═════ RECORD EXTRACTS
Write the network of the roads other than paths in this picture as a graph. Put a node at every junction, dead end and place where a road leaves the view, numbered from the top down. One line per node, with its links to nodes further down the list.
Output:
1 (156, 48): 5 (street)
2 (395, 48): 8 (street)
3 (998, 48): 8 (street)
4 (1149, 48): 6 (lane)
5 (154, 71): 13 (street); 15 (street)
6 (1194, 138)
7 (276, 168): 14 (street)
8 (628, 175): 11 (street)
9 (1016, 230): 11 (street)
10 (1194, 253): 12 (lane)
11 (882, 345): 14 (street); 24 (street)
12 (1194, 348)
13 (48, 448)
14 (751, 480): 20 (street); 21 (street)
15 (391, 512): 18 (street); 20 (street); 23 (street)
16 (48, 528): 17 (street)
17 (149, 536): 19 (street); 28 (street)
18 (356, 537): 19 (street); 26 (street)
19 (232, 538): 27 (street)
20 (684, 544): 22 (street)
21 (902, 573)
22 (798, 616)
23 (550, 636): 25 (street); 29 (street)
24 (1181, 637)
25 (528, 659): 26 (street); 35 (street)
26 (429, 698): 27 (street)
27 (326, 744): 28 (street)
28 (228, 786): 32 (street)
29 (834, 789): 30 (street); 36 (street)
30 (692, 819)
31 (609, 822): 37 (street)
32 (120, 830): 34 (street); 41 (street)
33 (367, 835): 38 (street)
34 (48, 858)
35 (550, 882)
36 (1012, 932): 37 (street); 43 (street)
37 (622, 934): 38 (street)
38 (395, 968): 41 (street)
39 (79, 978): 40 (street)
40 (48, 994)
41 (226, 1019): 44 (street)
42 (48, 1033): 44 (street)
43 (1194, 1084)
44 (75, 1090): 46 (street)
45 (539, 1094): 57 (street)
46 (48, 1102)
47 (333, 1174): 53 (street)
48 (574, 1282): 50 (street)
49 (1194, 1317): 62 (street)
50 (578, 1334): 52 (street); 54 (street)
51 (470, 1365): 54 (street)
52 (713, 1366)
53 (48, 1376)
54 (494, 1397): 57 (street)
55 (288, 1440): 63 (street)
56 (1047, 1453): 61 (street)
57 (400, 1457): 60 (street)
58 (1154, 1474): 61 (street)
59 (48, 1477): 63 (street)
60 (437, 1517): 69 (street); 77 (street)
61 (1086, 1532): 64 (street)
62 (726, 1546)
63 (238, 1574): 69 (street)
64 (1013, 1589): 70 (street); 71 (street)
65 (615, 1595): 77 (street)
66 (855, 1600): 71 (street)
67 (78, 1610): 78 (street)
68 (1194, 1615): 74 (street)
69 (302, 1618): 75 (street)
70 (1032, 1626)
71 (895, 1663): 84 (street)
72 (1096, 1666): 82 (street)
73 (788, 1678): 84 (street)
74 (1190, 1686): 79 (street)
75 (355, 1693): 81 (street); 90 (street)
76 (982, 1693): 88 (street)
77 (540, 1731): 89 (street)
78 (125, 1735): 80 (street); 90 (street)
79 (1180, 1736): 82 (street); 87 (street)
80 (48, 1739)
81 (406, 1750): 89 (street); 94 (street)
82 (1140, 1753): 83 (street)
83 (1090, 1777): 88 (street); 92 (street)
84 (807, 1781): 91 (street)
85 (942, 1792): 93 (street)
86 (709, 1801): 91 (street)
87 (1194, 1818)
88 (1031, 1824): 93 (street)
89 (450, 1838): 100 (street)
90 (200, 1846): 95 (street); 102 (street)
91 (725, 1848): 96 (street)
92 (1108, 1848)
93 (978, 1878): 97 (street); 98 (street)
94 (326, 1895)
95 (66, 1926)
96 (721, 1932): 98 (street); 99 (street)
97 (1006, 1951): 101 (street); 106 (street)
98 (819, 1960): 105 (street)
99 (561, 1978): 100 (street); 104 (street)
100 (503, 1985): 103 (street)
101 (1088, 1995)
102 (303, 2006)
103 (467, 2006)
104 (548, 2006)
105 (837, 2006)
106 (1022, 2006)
══════════
The answer is to be the complete listing, transcribed exactly.

Write the network of the roads other than paths in this picture as a graph. Put a node at every junction, dead end and place where a road leaves the view, numbered from the top down. One line per node, with its links to nodes further down the list.
Output:
1 (156, 48): 5 (street)
2 (395, 48): 8 (street)
3 (998, 48): 8 (street)
4 (1149, 48): 6 (lane)
5 (154, 71): 13 (street); 15 (street)
6 (1194, 138)
7 (276, 168): 14 (street)
8 (628, 175): 11 (street)
9 (1016, 230): 11 (street)
10 (1194, 253): 12 (lane)
11 (882, 345): 14 (street); 24 (street)
12 (1194, 348)
13 (48, 448)
14 (751, 480): 20 (street); 21 (street)
15 (391, 512): 18 (street); 20 (street); 23 (street)
16 (48, 528): 17 (street)
17 (149, 536): 19 (street); 28 (street)
18 (356, 537): 19 (street); 26 (street)
19 (232, 538): 27 (street)
20 (684, 544): 22 (street)
21 (902, 573)
22 (798, 616)
23 (550, 636): 25 (street); 29 (street)
24 (1181, 637)
25 (528, 659): 26 (street); 35 (street)
26 (429, 698): 27 (street)
27 (326, 744): 28 (street)
28 (228, 786): 32 (street)
29 (834, 789): 30 (street); 36 (street)
30 (692, 819)
31 (609, 822): 37 (street)
32 (120, 830): 34 (street); 41 (street)
33 (367, 835): 38 (street)
34 (48, 858)
35 (550, 882)
36 (1012, 932): 37 (street); 43 (street)
37 (622, 934): 38 (street)
38 (395, 968): 41 (street)
39 (79, 978): 40 (street)
40 (48, 994)
41 (226, 1019): 44 (street)
42 (48, 1033): 44 (street)
43 (1194, 1084)
44 (75, 1090): 46 (street)
45 (539, 1094): 57 (street)
46 (48, 1102)
47 (333, 1174): 53 (street)
48 (574, 1282): 50 (street)
49 (1194, 1317): 62 (street)
50 (578, 1334): 52 (street); 54 (street)
51 (470, 1365): 54 (street)
52 (713, 1366)
53 (48, 1376)
54 (494, 1397): 57 (street)
55 (288, 1440): 63 (street)
56 (1047, 1453): 61 (street)
57 (400, 1457): 60 (street)
58 (1154, 1474): 61 (street)
59 (48, 1477): 63 (street)
60 (437, 1517): 69 (street); 77 (street)
61 (1086, 1532): 64 (street)
62 (726, 1546)
63 (238, 1574): 69 (street)
64 (1013, 1589): 70 (street); 71 (street)
65 (615, 1595): 77 (street)
66 (855, 1600): 71 (street)
67 (78, 1610): 78 (street)
68 (1194, 1615): 74 (street)
69 (302, 1618): 75 (street)
70 (1032, 1626)
71 (895, 1663): 84 (street)
72 (1096, 1666): 82 (street)
73 (788, 1678): 84 (street)
74 (1190, 1686): 79 (street)
75 (355, 1693): 81 (street); 90 (street)
76 (982, 1693): 88 (street)
77 (540, 1731): 89 (street)
78 (125, 1735): 80 (street); 90 (street)
79 (1180, 1736): 82 (street); 87 (street)
80 (48, 1739)
81 (406, 1750): 89 (street); 94 (street)
82 (1140, 1753): 83 (street)
83 (1090, 1777): 88 (street); 92 (street)
84 (807, 1781): 91 (street)
85 (942, 1792): 93 (street)
86 (709, 1801): 91 (street)
87 (1194, 1818)
88 (1031, 1824): 93 (street)
89 (450, 1838): 100 (street)
90 (200, 1846): 95 (street); 102 (street)
91 (725, 1848): 96 (street)
92 (1108, 1848)
93 (978, 1878): 97 (street); 98 (street)
94 (326, 1895)
95 (66, 1926)
96 (721, 1932): 98 (street); 99 (street)
97 (1006, 1951): 101 (street); 106 (street)
98 (819, 1960): 105 (street)
99 (561, 1978): 100 (street); 104 (street)
100 (503, 1985): 103 (street)
101 (1088, 1995)
102 (303, 2006)
103 (467, 2006)
104 (548, 2006)
105 (837, 2006)
106 (1022, 2006)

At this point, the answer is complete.